Growing populations, agriculture and the timber industry have all reduced tropical forests from the Amazon to Indonesia, where it has become more profitable to cut down natural forests.
“Today, the market values forests more destroyed than standing,” said Papua New Guinea prime minister Michael Somare.
“We must find a way to value forests more alive than dead.”
To push people to protect forests, as well as to attract private sector financing, it will be essential to set up a global price for carbon emissions, either via a market or a carbon tax.
“This is a good day – it rebuilds trust in the international community’s ability to confront climate change,” said Abyd Karmali, global head of carbon markets at Bank of America Merrill Lynch.
“What is needed is a bit more assurance that the carbon price will be there and that the private sector will have input how the system of green financing is set up.”
Prince Charles was among the speakers at the conference, after being invited by Stoltenberg.
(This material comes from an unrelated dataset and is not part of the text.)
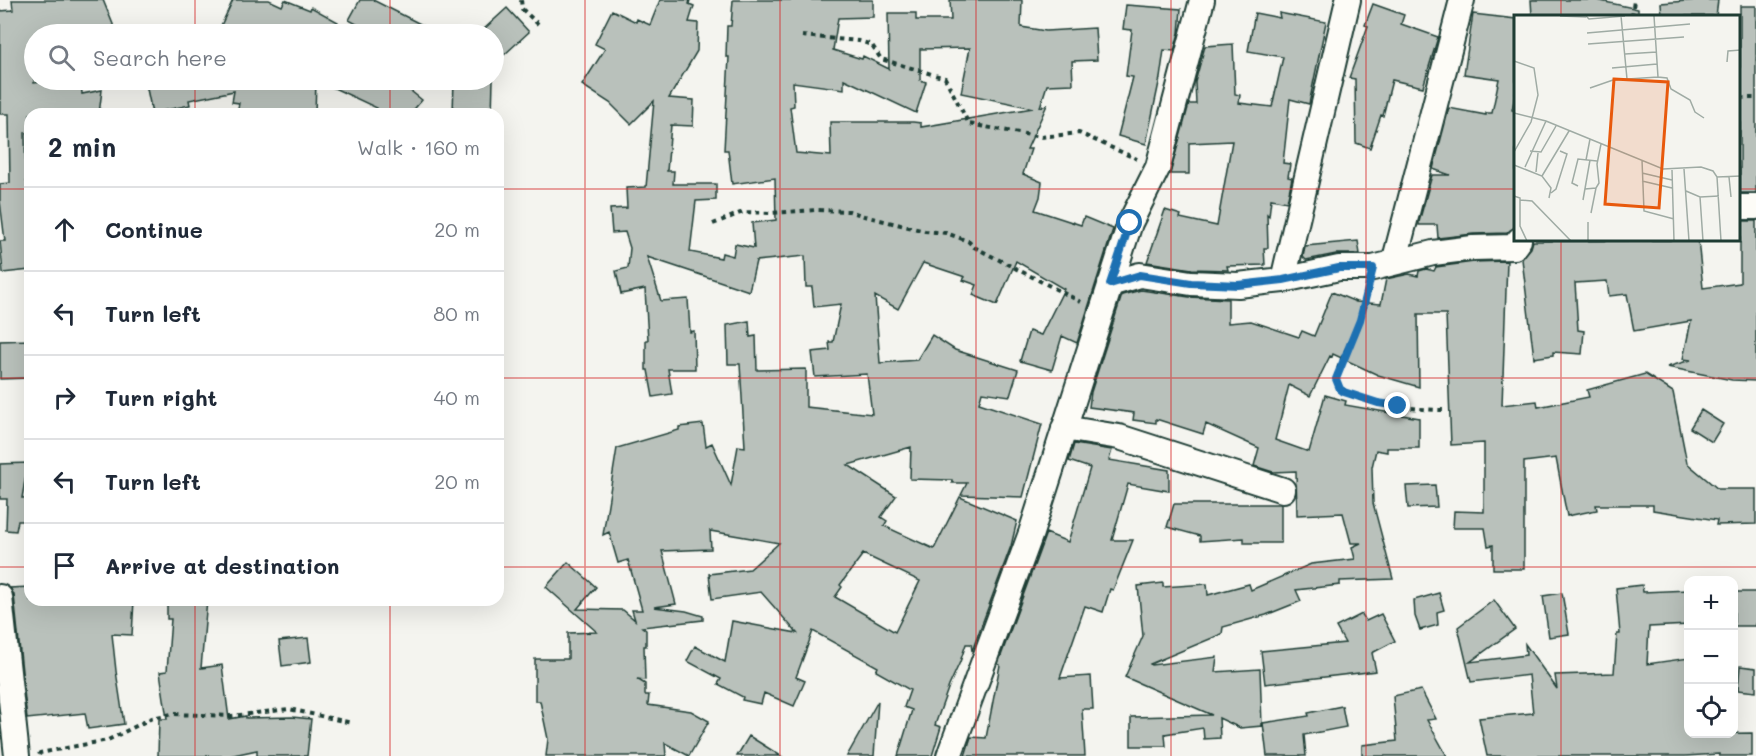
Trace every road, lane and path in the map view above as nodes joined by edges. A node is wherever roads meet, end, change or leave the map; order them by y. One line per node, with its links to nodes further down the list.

The prince told the delegates that three years ago experts warned him how serious the deforestation problem had become.
He said: “However, the great positive difference between the summer of 2007 and today is that we now have a serious group of governments – with none showing greater leadership than Norway – who are prepared to work together to find a durable solution which will effectively tackle the drivers of tropical deforestation.”
Reuters report on ABC News (27 May 2010):
Indonesia will place a two-year moratorium on new concessions to clear natural forests and peatlands under a deal signed with Norway aimed at reducing greenhouse gases.
Norway will invest $1.2 billion in forest conservation projects in Indonesia under a deal struck by Indonesian president Susilo Bambang Yudhoyono and Norwegian prime minister Jens Stoltenberg in Oslo.
“In the second phase of the partnership, Indonesia is prepared to suspend for two years new concessions for the conversion of peat and natural forest lands,” a statement said.
“Sufficient non-forest lands exist for Indonesia to accommodate the growth of its vitally important plantation industries, a major source of livelihoods in Indonesia.”
The suspension will encourage the development of new plantations “on degraded lands rather than vulnerable forests and peatlands”.
Previous concessions already granted to clear forest land are likely to still be honoured, since the statement only referred to new concessions.
Palm oil firms such as Wilmar and Indofood Agri Resources have big expansion plans in Indonesia, already the largest producer of an oil used to make everything from biscuits to soap.
Part of Norway’s $1.2 billion will be spent on creating monitoring systems and pilot projects under a UN-backed forest preservation scheme called Reduced Emissions from Deforestation and Degradation (REDD).
REDD allows developing nations to earn money by not chopping down their trees and preserving carbon-rich peatlands, seen as key to slowing climate change because forests soak up huge amounts of greenhouse gases.
Indonesia has vowed to cut its greenhouse gas emissions by 26 per cent from business-as-usual levels by 2020, or by 41 per cent with sufficient international support.